Katie gave me a general overview of how the Self & Match system works. “You are first going to have the student identify if they’ve engaged in a behavior or not. They can do that by circling yes’s and no’s or smiles and frowns or thumbs up and thumbs down. That’s very individualized for each learner. And then we have the staff come in, or the parents or the clinicians that are supporting the student. Then they also evaluate, does the student do this? They respond with their yes’s and no’s or smiles or rounds or thumbs up and thumbs down. 

“And then once the student and staff have done their responses individually, then we look at comparing the answers. We’re looking for yes matches and we’re looking for no matches. This is what really sets the system apart from other self monitoring interventions that are out there. When the student says yes, I did what I was expected to do and the staff says you’re right, you did do what was expected of you, they get at least two points. They get one point for that honest self reflection, and they get one point for doing the expected behavior.
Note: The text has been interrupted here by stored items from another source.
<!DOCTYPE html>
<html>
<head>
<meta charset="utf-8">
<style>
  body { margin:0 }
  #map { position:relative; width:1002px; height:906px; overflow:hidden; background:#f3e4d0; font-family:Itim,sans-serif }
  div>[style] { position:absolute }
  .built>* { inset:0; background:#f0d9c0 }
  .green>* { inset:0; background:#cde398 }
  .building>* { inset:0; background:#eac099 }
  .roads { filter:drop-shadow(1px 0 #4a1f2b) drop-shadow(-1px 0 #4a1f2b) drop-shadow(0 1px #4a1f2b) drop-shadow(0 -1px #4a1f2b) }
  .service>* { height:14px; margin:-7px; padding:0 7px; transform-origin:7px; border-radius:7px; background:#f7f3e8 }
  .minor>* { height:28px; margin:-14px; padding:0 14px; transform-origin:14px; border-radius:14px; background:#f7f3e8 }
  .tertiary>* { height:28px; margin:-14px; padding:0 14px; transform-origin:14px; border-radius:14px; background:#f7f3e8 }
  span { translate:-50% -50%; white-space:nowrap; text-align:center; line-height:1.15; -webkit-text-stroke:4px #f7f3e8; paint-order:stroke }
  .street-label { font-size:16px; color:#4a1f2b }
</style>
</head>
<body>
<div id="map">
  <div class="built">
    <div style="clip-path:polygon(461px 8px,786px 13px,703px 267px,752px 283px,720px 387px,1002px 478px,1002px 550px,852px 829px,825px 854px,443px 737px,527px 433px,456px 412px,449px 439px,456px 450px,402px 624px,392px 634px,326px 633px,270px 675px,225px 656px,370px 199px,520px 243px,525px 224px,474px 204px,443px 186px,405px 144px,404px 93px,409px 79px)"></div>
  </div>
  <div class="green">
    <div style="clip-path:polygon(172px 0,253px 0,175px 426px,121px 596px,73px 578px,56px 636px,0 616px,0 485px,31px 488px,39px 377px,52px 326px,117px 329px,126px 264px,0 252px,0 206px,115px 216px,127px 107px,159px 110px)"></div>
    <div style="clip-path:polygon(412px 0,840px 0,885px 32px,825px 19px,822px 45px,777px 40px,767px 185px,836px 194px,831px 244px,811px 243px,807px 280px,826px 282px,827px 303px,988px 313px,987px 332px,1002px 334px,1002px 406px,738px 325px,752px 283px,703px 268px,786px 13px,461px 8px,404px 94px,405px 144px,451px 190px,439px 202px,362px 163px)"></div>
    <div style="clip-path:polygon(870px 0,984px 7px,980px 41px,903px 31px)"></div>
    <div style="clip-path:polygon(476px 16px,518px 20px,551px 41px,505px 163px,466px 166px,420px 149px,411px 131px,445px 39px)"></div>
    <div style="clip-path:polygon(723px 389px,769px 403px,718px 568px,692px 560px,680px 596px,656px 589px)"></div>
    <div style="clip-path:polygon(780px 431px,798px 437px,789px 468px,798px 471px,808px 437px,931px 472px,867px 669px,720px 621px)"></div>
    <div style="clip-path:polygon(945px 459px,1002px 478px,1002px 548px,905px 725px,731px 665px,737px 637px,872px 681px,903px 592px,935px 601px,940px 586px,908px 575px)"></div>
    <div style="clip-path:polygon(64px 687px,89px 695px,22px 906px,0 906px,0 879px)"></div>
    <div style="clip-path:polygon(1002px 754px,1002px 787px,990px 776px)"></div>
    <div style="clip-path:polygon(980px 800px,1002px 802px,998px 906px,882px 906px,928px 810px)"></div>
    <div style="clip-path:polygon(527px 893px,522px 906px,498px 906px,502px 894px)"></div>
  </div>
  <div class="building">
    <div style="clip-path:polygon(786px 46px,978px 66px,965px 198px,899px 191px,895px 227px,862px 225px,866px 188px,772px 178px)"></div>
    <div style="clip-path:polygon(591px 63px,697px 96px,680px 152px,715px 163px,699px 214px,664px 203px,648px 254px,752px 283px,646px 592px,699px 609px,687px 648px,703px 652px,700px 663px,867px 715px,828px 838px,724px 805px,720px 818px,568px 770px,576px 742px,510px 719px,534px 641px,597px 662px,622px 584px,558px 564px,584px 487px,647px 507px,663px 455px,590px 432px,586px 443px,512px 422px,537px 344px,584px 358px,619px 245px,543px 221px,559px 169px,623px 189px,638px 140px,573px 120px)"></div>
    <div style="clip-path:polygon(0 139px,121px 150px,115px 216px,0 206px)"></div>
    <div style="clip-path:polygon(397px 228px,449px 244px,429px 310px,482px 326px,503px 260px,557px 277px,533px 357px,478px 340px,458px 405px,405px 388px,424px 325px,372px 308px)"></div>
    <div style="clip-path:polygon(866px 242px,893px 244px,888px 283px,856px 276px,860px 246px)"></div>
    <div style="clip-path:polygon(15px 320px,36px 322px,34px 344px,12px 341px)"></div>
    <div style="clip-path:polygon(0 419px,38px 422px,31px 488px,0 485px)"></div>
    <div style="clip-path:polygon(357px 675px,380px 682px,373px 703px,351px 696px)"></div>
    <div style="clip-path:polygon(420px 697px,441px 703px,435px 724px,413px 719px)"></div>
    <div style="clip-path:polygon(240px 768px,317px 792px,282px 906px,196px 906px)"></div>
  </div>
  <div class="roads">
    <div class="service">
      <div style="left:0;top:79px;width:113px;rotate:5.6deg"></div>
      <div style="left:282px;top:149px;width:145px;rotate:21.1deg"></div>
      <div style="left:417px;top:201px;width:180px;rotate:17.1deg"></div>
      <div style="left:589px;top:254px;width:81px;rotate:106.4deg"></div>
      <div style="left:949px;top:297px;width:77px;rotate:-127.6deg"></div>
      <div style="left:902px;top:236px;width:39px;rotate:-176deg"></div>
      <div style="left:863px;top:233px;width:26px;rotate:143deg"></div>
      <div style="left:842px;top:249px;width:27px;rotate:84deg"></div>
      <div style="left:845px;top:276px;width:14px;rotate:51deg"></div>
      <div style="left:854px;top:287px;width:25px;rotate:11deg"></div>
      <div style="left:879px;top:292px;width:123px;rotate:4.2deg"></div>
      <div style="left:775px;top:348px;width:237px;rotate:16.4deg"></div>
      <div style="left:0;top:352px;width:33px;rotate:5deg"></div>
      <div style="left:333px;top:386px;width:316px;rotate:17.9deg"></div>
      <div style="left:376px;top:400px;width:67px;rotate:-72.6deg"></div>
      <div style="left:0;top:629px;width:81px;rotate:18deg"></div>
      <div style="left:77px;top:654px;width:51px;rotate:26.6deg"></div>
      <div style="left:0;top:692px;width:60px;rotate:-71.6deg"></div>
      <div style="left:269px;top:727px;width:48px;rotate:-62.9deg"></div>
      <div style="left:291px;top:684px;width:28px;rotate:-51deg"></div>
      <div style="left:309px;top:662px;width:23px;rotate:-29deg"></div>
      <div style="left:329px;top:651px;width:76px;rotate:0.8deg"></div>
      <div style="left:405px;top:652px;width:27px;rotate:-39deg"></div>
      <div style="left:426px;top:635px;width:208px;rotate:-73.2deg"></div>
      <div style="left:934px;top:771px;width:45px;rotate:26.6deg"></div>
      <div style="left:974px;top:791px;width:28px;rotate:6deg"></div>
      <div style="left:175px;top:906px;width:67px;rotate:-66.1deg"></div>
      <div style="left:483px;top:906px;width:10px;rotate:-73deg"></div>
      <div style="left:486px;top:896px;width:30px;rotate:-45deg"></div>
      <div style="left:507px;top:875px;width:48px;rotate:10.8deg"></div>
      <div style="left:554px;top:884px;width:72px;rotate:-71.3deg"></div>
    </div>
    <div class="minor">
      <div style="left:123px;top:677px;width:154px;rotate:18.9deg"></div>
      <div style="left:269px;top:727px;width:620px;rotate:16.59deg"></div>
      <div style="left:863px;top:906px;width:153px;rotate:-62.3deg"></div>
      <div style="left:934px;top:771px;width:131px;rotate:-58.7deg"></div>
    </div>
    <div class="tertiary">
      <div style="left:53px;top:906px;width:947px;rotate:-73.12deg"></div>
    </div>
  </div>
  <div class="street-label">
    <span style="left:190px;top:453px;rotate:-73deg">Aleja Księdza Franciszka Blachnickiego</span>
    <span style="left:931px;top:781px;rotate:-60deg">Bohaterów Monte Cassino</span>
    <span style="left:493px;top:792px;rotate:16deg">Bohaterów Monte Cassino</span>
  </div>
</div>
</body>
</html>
That’s a yes match. 

“Then if the student says no, I didn’t do what I was supposed to do and the staff says you’re right, I agree with you, you didn’t do what you were supposed to do, that’s a no match. But they still get one point for that honest self reflection. And so what we really want to do is to teach students that no is okay. No is an opportunity to learn. It’s taking advantage of that growth mindset. We all make mistakes, it’s okay to make mistakes. We’re glad that you were honest about that mistake. What can we do differently next time so that we can improve upon that?

“So even when students have a moment where they didn’t do exactly what was expected and the staff says, you’re right, you didn’t, the staff can still say, but I’m so proud of you for being honest and self reflecting. We can still give them that praise for that honest self reflection and use it as a teachable moment. 

“And then we add up their points. Some of the students get access to reinforcement immediately, some of them get it on a delayed schedule. We have some students that have it on a very, very delayed schedule. Even once a week or once a month. At the end of the day, the student responds, the teacher responds, we compare answers, we see how many points they earn. And then at some point in time, they get access to reinforcement.”

The Importance of Self Monitoring

“There’s sometimes a misconception of when you can use self monitoring,” Katie said. “It doesn’t have to just be for reducing challenging behavior. So it can be for increasing academic skills, or social skills, executive functioning skills, independent living skills. You name it, you basically can self monitor. We used to joke that the only time that you couldn’t self monitor was when you were sleeping. But now with technology such as the Fitbit and Apple Watches, you can even self monitor your heart rate and your REM sleep during the course of the night. So it’s really possible to self monitor lots of different behaviors, not just those that you want to reduce.”

It’s important to reinforce the process so that kids want to monitor themselves on their own. That becomes part of their life structure. How am I doing in life? Am I meeting my goals? Am I achieving the things I want to do? Did I have a good day? And what do I want to do to fix that going forward? We’re so focused on these individual skills that this ability to monitor yourself is huge.

“Something that is so key is that most of us have learned the skill of self monitoring,” Jamie said. “We do self monitoring across our day. I set an alarm to show up today on time. That was self monitoring. Do I step on the scale every morning? Do I balance my bank account? All of these are ways that we self monitor our behavior to make sure we’re paying our bills, that we’re showing up at meetings, that we’re responding to things that are on our to-do list. But many of the individuals we work with have not yet acquired the skill of how to self monitor. 

“My life passion right now is teaching self monitoring,” Jamie told me. “Whether you use self and match or not, I just want you to bring this into your classroom, your homes, your clinics, to think about how you’re systematically going to teach a child to self monitor their behavior, because I think that’s a life skill that will go with them for the rest of their life.”